The built-in levels (which can be imported from django_notify directly) are:

Constant Level Default Tag
DEBUG 10 debug
INFO 20  
SUCCESS 25 success
WARNING 30 warning
ERROR 40 error

INFO is the default minimum recorded level. It is also the default level of the add method.

The minimum recorded level can also be set per request by changing the level attribute of the notifications storage instance:

import django_notify

# Change the notifications level to ensure the debug message is added.
request.notifications.level = django_notify.DEBUG
request.notifications.debug('Test notification...')

# Set the notifications level back to default.
request.notifications.level = None

Custom Tags

To provide custom tags for notification levels (either built in levels or custom ones), set the NOTIFICATIONS_TAGS setting to a dictionary containing the levels you wish to change. As this extends the default tags, you only need to provide tags for the levels you wish to override:

import django_notify
NOTIFICATIONS_TAGS = {
    django_notify.INFO: 'info',
    50: 'critical',
}

For more direct control over message tags, you can optionally provide a string containing extra tags to any of the add methods:

request.notifications.add('Over 9000!', extra_tags='dragonball')
request.notifications.error('Email box full', extra_tags='email')

Extra tags are added before any default tag for that level (space separated).
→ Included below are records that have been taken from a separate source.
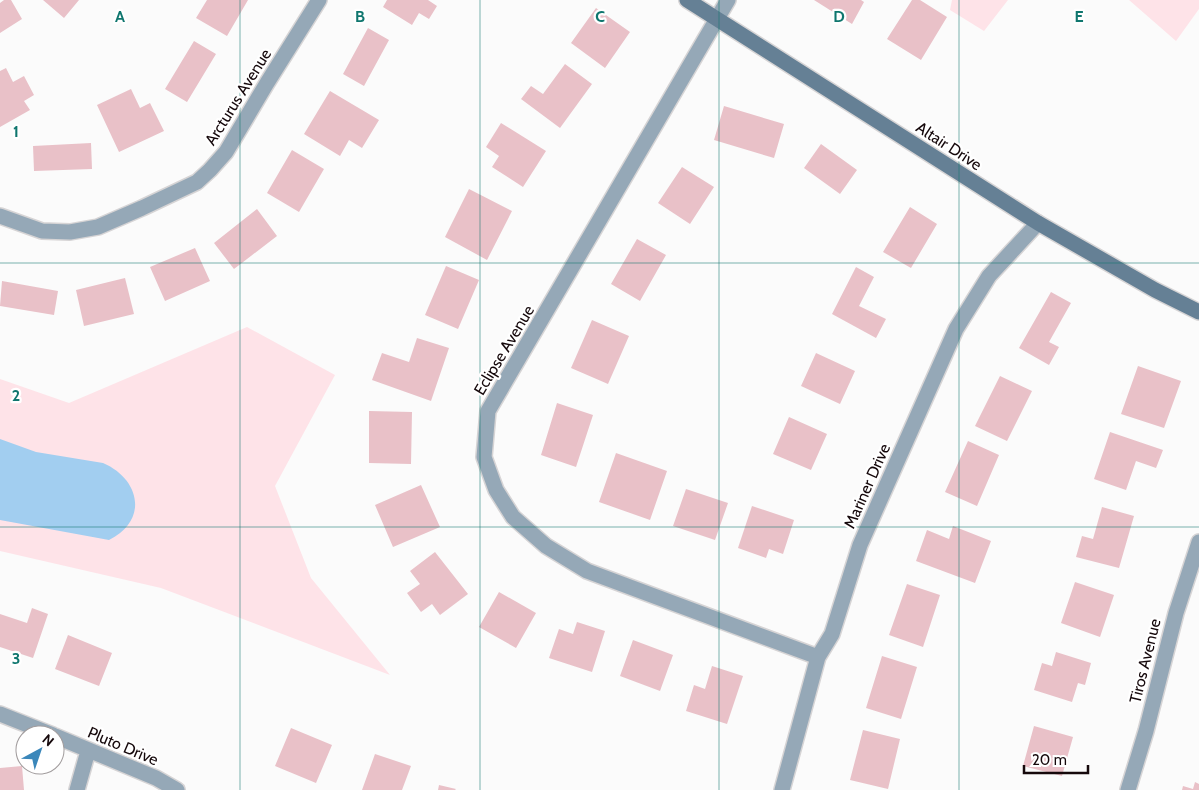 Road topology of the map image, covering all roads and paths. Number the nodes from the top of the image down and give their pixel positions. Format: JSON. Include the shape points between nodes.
{"nodes":[{"id":1,"x":319,"y":0,"type":"edge"},
{"id":2,"x":687,"y":0,"type":"edge"},
{"id":3,"x":728,"y":0,"type":"edge"},
{"id":4,"x":717,"y":19,"type":"junction"},
{"id":5,"x":0,"y":216,"type":"edge"},
{"id":6,"x":1038,"y":224,"type":"junction"},
{"id":7,"x":1199,"y":312,"type":"edge"},
{"id":8,"x":1199,"y":542,"type":"edge"},
{"id":9,"x":818,"y":657,"type":"junction"},
{"id":10,"x":0,"y":714,"type":"edge"},
{"id":11,"x":28,"y":725,"type":"edge"},
{"id":12,"x":65,"y":740,"type":"edge"},
{"id":13,"x":88,"y":751,"type":"junction"},
{"id":14,"x":77,"y":790,"type":"edge"},
{"id":15,"x":177,"y":790,"type":"edge"},
{"id":16,"x":782,"y":790,"type":"edge"},
{"id":17,"x":1128,"y":790,"type":"edge"}],
"edges":[{"from":1,"to":5,"type":"street","name":"Arcturus Avenue","via":[[226,152],[196,182],[98,227],[70,232],[42,231]]},
{"from":2,"to":4,"type":"street","name":"Altair Drive"},
{"from":3,"to":4,"type":"street","name":"Eclipse Avenue"},
{"from":4,"to":6,"type":"street","name":"Altair Drive"},
{"from":4,"to":9,"type":"street","name":"Eclipse Avenue","via":[[488,411],[484,457],[496,490],[513,517],[546,546],[587,570]]},
{"from":6,"to":7,"type":"street","name":"Altair Drive"},
{"from":6,"to":9,"type":"street","name":"Mariner Drive","via":[[989,276],[956,329],[860,545],[832,634]]},
{"from":8,"to":17,"type":"street","name":"Tiros Avenue","via":[[1169,637]]},
{"from":9,"to":16,"type":"street","name":"Mariner Drive"},
{"from":10,"to":11,"type":"street","name":"Pluto Drive"},
{"from":12,"to":13,"type":"street","name":"Pluto Drive"},
{"from":13,"to":14,"type":"street"},
{"from":13,"to":15,"type":"street","name":"Pluto Drive","via":[[156,778]]}]}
Temporary Storage Backends

Django notify can use different backends to store temporary messages. To change which backend is being used, add a NOTIFICATIONS_STORAGE to your settings, referencing to the module and class of the storage class. For example:

NOTIFICATIONS_STORAGE = 'cookie.CookieStorage'

Django Notify first looks for the module inside of django_notify.storage, and if not found, tries to import the full given module directly.
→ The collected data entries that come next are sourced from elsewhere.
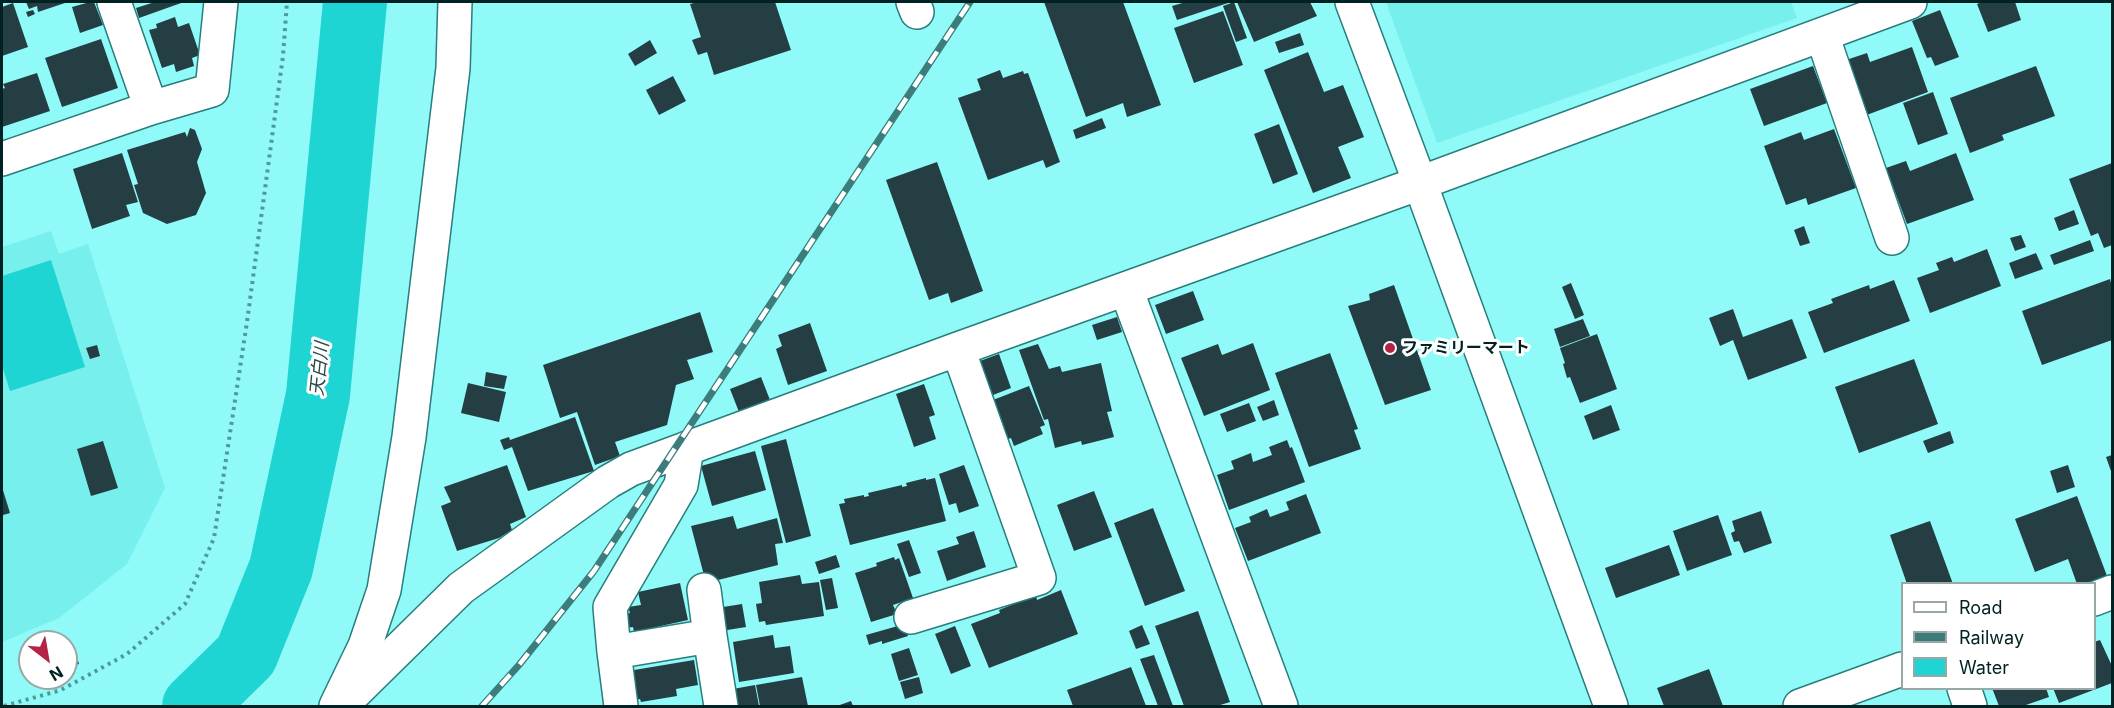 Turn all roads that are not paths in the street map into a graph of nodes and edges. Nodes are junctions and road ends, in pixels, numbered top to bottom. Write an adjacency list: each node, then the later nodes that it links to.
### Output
1 (114, 2): 7 (street)
2 (221, 2): 7 (street)
3 (456, 2): 22 (street)
4 (1352, 2): 9 (street)
5 (1910, 2): 6 (street)
6 (1822, 35): 9 (street); 10 (street)
7 (151, 108): 8 (street)
8 (2, 159)
9 (1420, 183): 11 (street); 27 (street)
10 (1892, 238)
11 (1126, 290): 12 (street); 26 (street)
12 (958, 349): 13 (street); 17 (street)
13 (687, 448): 19 (street); 23 (street)
14 (704, 590): 18 (street)
15 (2112, 592): 16 (street)
16 (2096, 598)
17 (911, 617)
18 (710, 636): 19 (street); 25 (street)
19 (614, 652): 24 (street)
20 (1901, 669): 28 (street)
21 (1965, 690): 29 (street)
22 (336, 706)
23 (340, 706)
24 (621, 706)
25 (721, 706)
26 (1281, 706)
27 (1611, 706)
28 (1800, 706)
29 (1970, 706)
Three temporary storage classes are included in Django Notify:

'session.SessionStorage'
This class stores all messages inside of the request’s session. It requires Django’s contrib.session application.
'cookie.CookieStorage'
This class stores the notification data in a cookie (signed with a secret hash to prevent manipulation) to persist notifications across requests. Old messages are dropped if the cookie data size would exceed 4096 bytes.
'fallback.FallbackStorage'

This is the default temporary storage class.

This class uses CookieStorage for all notification messages, falling back to using SessionStorage for the messages which could not fit in a single cookie.

Since it is uses SessionStorage, it also requires Django’s contrib.session application.

To write your own, subclass the BaseStorage class in django_notify.storage.base and write _get and _store methods.